**WHAT IS REQUIRED**
Would you set down the data that follows, word for word, without any pictures?

**RECORDS SUPPLIED**
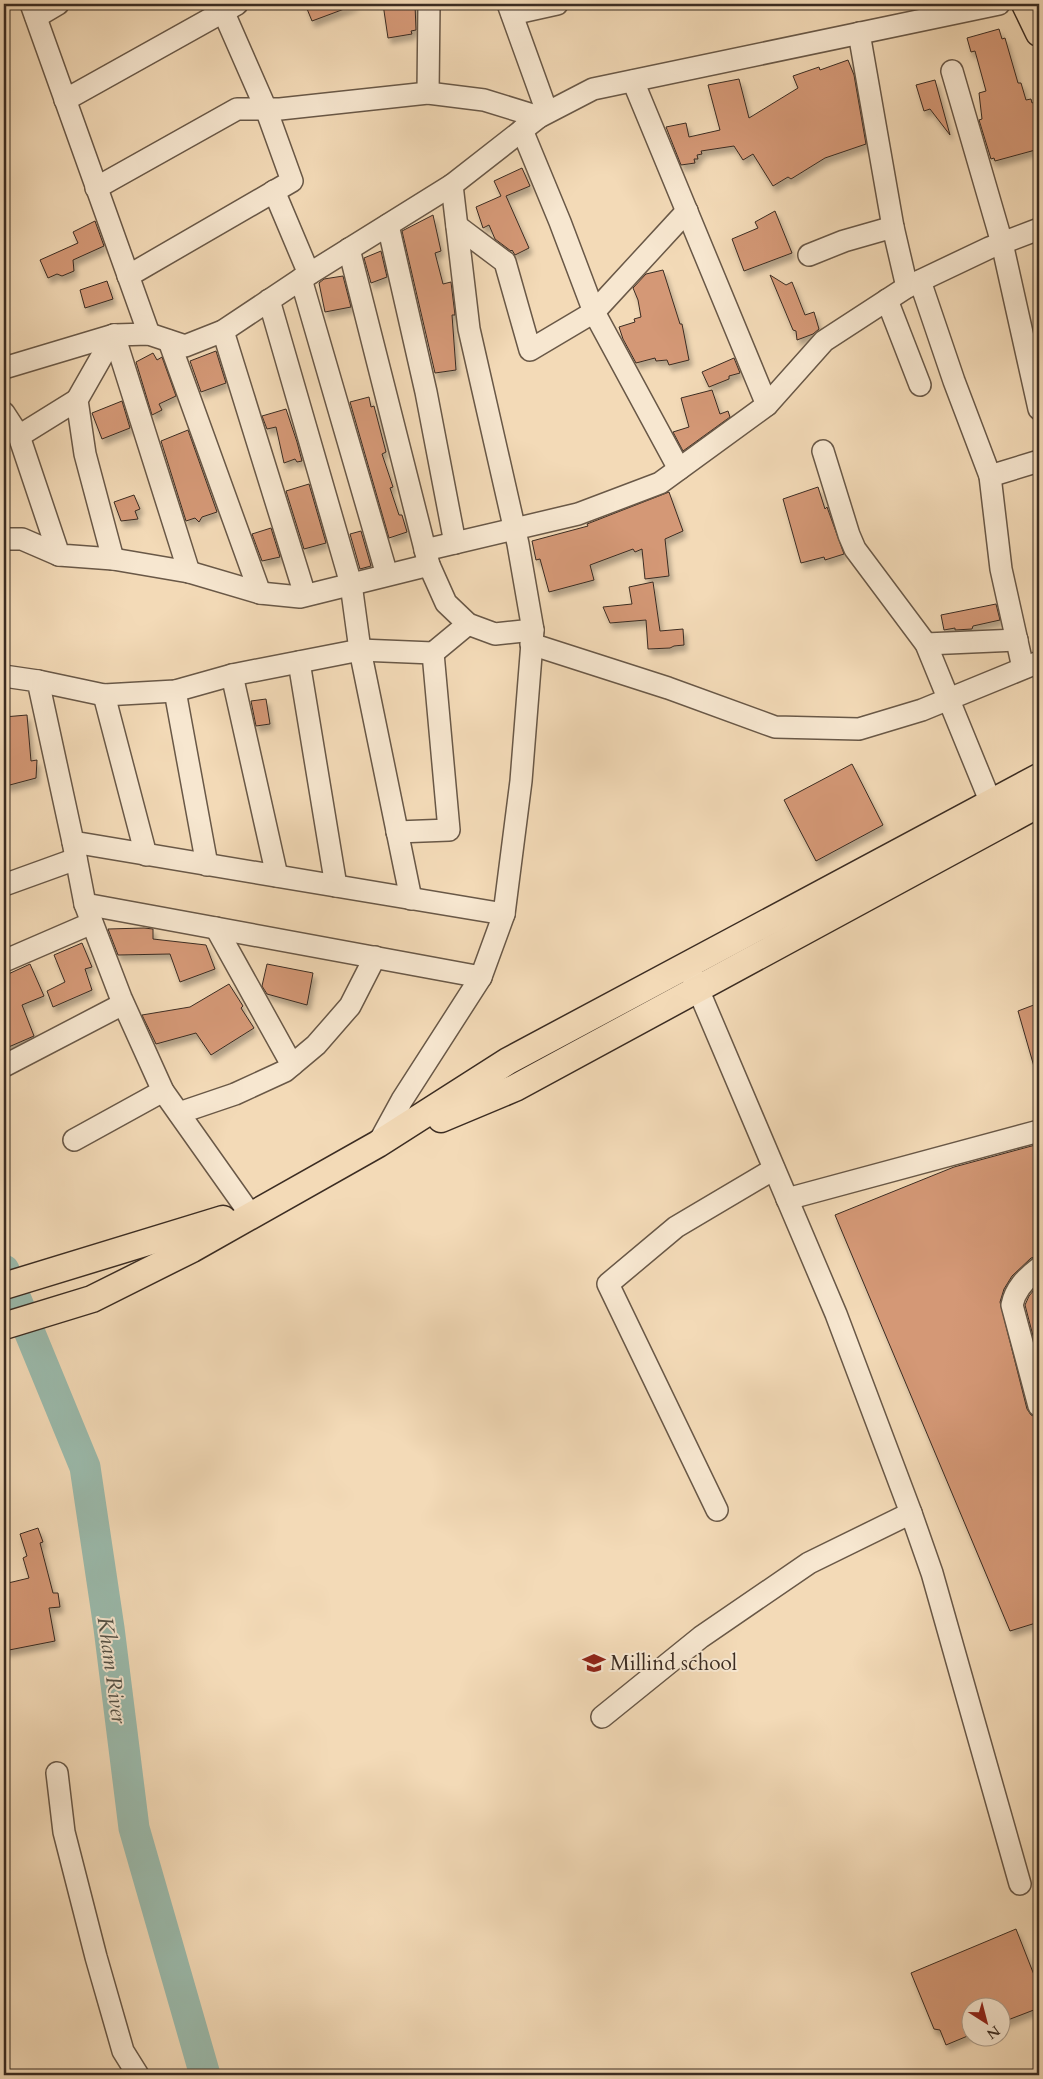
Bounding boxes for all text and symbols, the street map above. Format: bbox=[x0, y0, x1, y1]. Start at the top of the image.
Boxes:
water label: Kham River bbox=[90, 1615, 134, 1726]
place label: Millind school bbox=[610, 1649, 737, 1678]
school or university icon: Millind school bbox=[581, 1650, 607, 1676]
north arrow bbox=[960, 1996, 1010, 2046]
text: N bbox=[983, 2021, 1004, 2043]

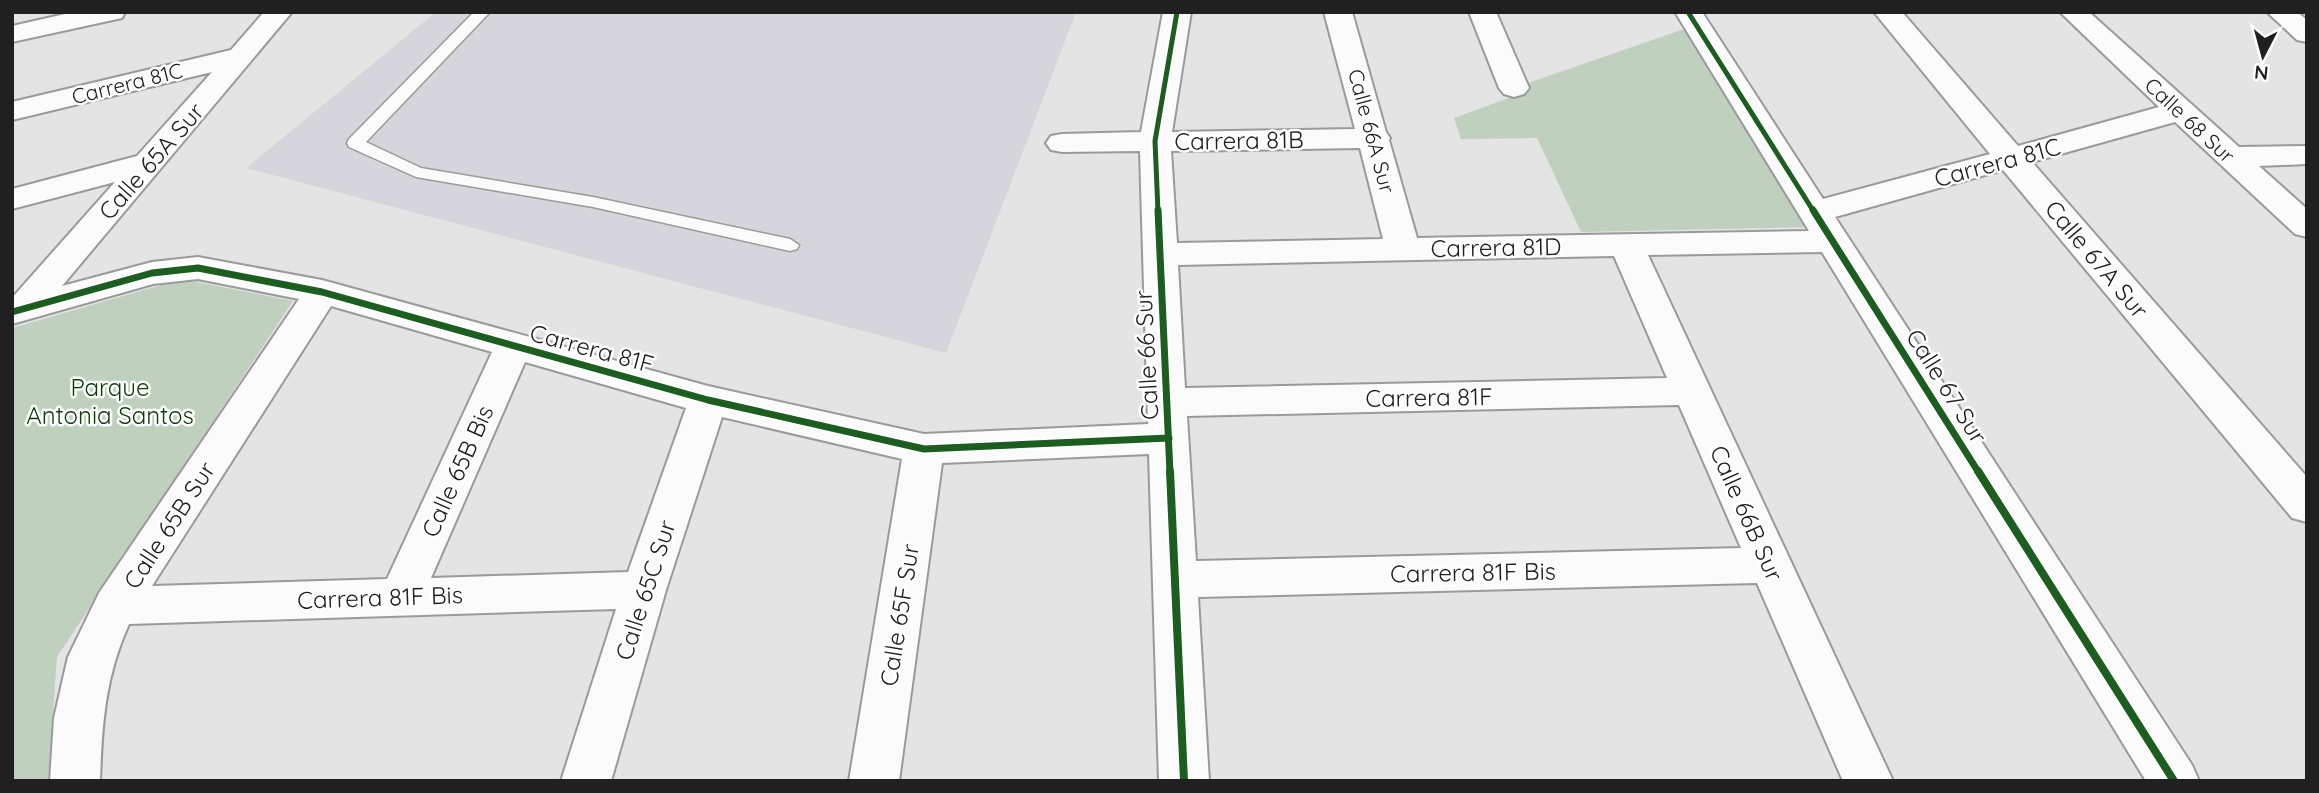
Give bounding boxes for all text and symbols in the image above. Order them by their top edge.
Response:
north arrow [2228,21,2298,91]
street label: Carrera 81C [69,57,185,109]
text: N [2253,60,2269,86]
street label: Calle 66A Sur [1343,66,1401,196]
street label: Calle 68 Sur [2140,72,2240,168]
street label: Calle 65A Sur [92,96,210,226]
street label: Carrera 81B [1174,124,1304,156]
street label: Carrera 81C [1931,131,2063,193]
street label: Calle 67A Sur [2039,194,2155,324]
street label: Carrera 81D [1430,231,1562,263]
street label: Calle 66 Sur [1128,289,1164,421]
street label: Carrera 81F [527,317,657,379]
street label: Calle 67 Sur [1900,323,1994,449]
park label: Parque Antonia Santos [26,372,194,430]
street label: Carrera 81F [1365,381,1493,413]
street label: Calle 65B Bis [415,400,499,542]
street label: Calle 66B Sur [1704,440,1790,586]
street label: Calle 65B Sur [117,456,221,594]
street label: Calle 65C Sur [608,516,682,664]
street label: Calle 65F Sur [873,542,925,688]
street label: Carrera 81F Bis [1390,556,1556,588]
street label: Carrera 81F Bis [297,579,463,615]

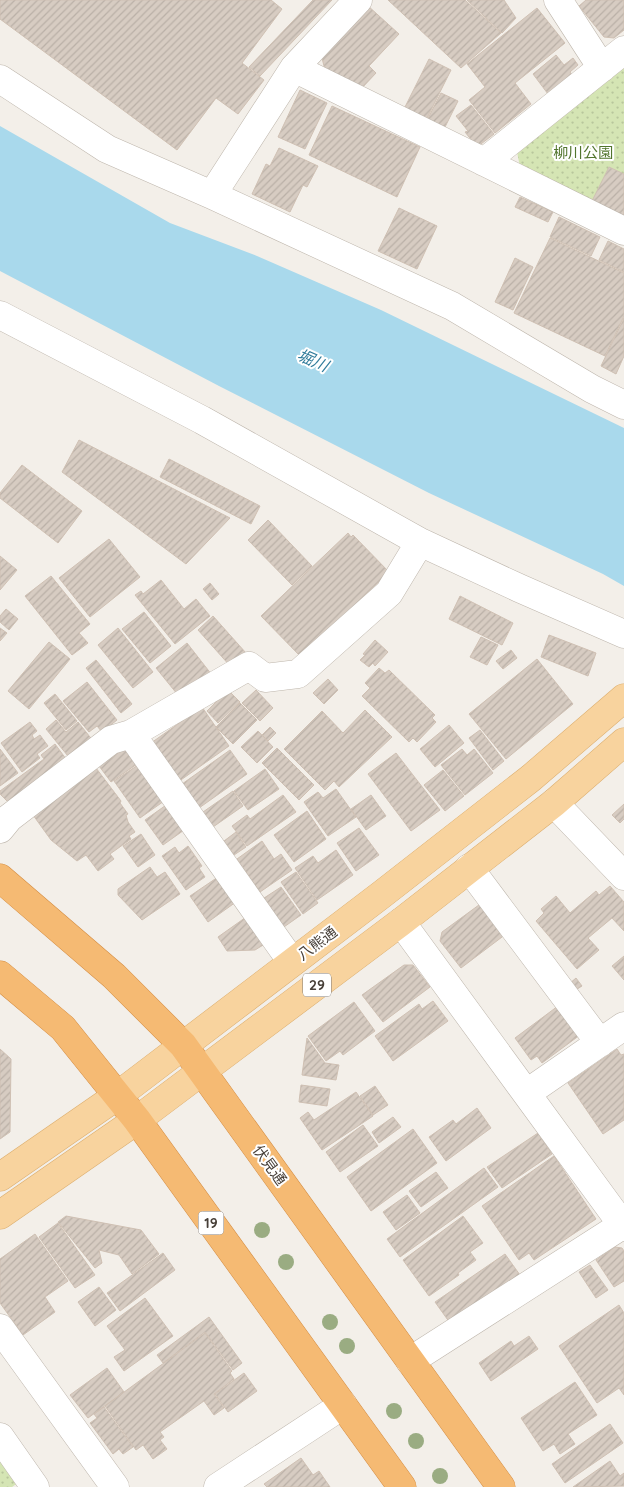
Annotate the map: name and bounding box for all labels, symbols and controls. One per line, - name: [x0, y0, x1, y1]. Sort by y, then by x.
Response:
- park label: 柳川公園: [553, 143, 613, 162]
- water label: 堀川: [294, 344, 334, 376]
- street label: 八熊通: [293, 922, 341, 964]
- road number: 29: [303, 974, 331, 996]
- street label: 伏見通: [249, 1141, 291, 1189]
- road number: 19: [198, 1212, 224, 1234]

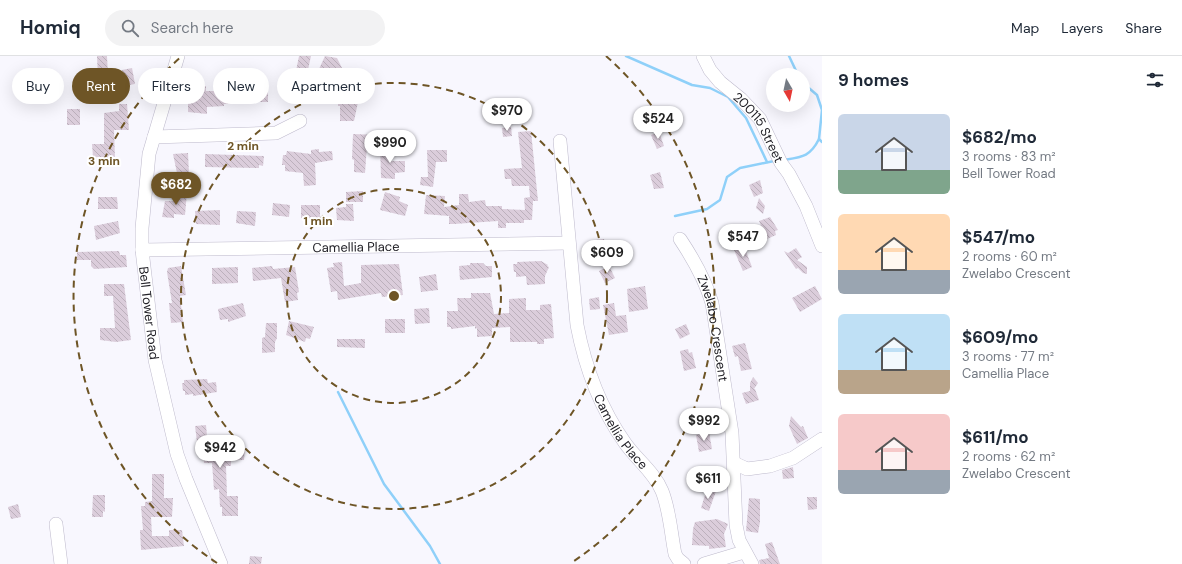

**SOLVED PROBLEM**
Bounding boxes for all text and symbols, the street map above. Format: bbox=[x0, y0, x1, y1]. Start at the top of the image.
Boxes:
water label: Kham River bbox=[90, 1615, 134, 1726]
place label: Millind school bbox=[610, 1649, 737, 1678]
school or university icon: Millind school bbox=[581, 1650, 607, 1676]
north arrow bbox=[960, 1996, 1010, 2046]
text: N bbox=[983, 2021, 1004, 2043]

Give bounding boxes for all text and symbols in the image above. Order them by their top edge.
Response:
north arrow [2228,21,2298,91]
street label: Carrera 81C [69,57,185,109]
text: N [2253,60,2269,86]
street label: Calle 66A Sur [1343,66,1401,196]
street label: Calle 68 Sur [2140,72,2240,168]
street label: Calle 65A Sur [92,96,210,226]
street label: Carrera 81B [1174,124,1304,156]
street label: Carrera 81C [1931,131,2063,193]
street label: Calle 67A Sur [2039,194,2155,324]
street label: Carrera 81D [1430,231,1562,263]
street label: Calle 66 Sur [1128,289,1164,421]
street label: Carrera 81F [527,317,657,379]
street label: Calle 67 Sur [1900,323,1994,449]
park label: Parque Antonia Santos [26,372,194,430]
street label: Carrera 81F [1365,381,1493,413]
street label: Calle 65B Bis [415,400,499,542]
street label: Calle 66B Sur [1704,440,1790,586]
street label: Calle 65B Sur [117,456,221,594]
street label: Calle 65C Sur [608,516,682,664]
street label: Calle 65F Sur [873,542,925,688]
street label: Carrera 81F Bis [1390,556,1556,588]
street label: Carrera 81F Bis [297,579,463,615]

Annotate the map: name and bounding box for all labels, symbols and controls. One per line, - name: [x0, y0, x1, y1]. Sort by y, then by x.
Response:
- park label: 柳川公園: [553, 143, 613, 162]
- water label: 堀川: [294, 344, 334, 376]
- street label: 八熊通: [293, 922, 341, 964]
- road number: 29: [303, 974, 331, 996]
- street label: 伏見通: [249, 1141, 291, 1189]
- road number: 19: [198, 1212, 224, 1234]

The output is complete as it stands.